• PROBLEM TO SOLVE:
The number needed is how many lines in these entries contain "CHEONG"; give it alone.

• DATA LISTING:
= = = = =
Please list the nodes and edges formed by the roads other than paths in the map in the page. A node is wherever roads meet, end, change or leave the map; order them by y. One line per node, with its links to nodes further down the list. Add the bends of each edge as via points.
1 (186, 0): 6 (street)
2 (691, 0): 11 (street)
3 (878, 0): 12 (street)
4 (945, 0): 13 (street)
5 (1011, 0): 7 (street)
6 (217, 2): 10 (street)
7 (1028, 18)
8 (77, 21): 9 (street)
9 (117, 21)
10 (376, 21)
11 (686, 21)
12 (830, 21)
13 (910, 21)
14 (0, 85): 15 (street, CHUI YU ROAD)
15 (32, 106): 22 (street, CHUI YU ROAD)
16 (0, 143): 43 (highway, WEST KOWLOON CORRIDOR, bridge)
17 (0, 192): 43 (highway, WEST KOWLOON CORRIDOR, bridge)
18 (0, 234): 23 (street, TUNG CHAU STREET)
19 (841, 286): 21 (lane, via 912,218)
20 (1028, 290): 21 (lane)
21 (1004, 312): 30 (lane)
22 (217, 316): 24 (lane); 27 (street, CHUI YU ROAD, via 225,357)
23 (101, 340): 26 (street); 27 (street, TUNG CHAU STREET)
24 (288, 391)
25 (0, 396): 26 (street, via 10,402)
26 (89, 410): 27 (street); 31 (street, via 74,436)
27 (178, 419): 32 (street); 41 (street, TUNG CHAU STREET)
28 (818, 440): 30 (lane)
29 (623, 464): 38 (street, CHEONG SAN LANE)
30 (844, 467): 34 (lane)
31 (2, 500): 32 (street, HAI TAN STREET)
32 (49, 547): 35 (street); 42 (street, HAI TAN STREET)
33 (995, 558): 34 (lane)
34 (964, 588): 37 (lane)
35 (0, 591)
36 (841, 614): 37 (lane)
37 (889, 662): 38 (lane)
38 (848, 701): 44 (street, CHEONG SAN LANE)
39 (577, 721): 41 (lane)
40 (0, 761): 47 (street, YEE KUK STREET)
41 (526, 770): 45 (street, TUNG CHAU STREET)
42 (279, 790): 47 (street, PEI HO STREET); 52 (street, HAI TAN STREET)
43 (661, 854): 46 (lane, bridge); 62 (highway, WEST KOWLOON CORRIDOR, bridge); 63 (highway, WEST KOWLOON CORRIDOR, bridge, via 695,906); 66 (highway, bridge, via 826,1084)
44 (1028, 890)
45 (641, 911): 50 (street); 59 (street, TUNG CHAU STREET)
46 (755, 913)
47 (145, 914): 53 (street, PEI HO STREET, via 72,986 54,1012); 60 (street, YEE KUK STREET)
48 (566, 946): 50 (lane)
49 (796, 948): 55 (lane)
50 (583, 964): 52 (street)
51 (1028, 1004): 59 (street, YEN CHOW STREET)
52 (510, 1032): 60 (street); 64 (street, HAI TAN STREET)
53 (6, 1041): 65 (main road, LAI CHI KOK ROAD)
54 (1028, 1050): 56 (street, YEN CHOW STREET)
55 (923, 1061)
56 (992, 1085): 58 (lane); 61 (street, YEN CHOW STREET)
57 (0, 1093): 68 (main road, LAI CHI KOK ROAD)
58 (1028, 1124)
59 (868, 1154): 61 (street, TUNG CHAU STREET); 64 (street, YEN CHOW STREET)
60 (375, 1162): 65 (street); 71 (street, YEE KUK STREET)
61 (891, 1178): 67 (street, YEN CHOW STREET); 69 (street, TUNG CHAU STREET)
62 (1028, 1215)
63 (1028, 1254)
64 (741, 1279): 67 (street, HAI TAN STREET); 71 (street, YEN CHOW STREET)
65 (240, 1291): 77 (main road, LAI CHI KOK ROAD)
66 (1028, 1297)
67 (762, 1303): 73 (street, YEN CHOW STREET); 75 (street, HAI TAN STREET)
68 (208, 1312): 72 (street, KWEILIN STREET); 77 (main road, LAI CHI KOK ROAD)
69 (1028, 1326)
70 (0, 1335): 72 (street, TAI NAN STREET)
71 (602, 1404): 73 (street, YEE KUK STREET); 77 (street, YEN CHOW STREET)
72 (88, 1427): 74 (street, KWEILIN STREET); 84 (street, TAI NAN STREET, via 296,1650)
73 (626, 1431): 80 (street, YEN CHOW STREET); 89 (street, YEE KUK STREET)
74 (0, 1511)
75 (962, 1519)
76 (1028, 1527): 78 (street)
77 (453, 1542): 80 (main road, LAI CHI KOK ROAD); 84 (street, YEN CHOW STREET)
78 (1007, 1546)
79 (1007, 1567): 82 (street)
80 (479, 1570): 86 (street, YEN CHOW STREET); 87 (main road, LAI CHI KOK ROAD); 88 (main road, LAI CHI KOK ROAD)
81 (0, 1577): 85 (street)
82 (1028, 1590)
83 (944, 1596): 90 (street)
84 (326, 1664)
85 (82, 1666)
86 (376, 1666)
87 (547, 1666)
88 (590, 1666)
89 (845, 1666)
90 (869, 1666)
= = = = =
• WRITTEN SOLUTION:
2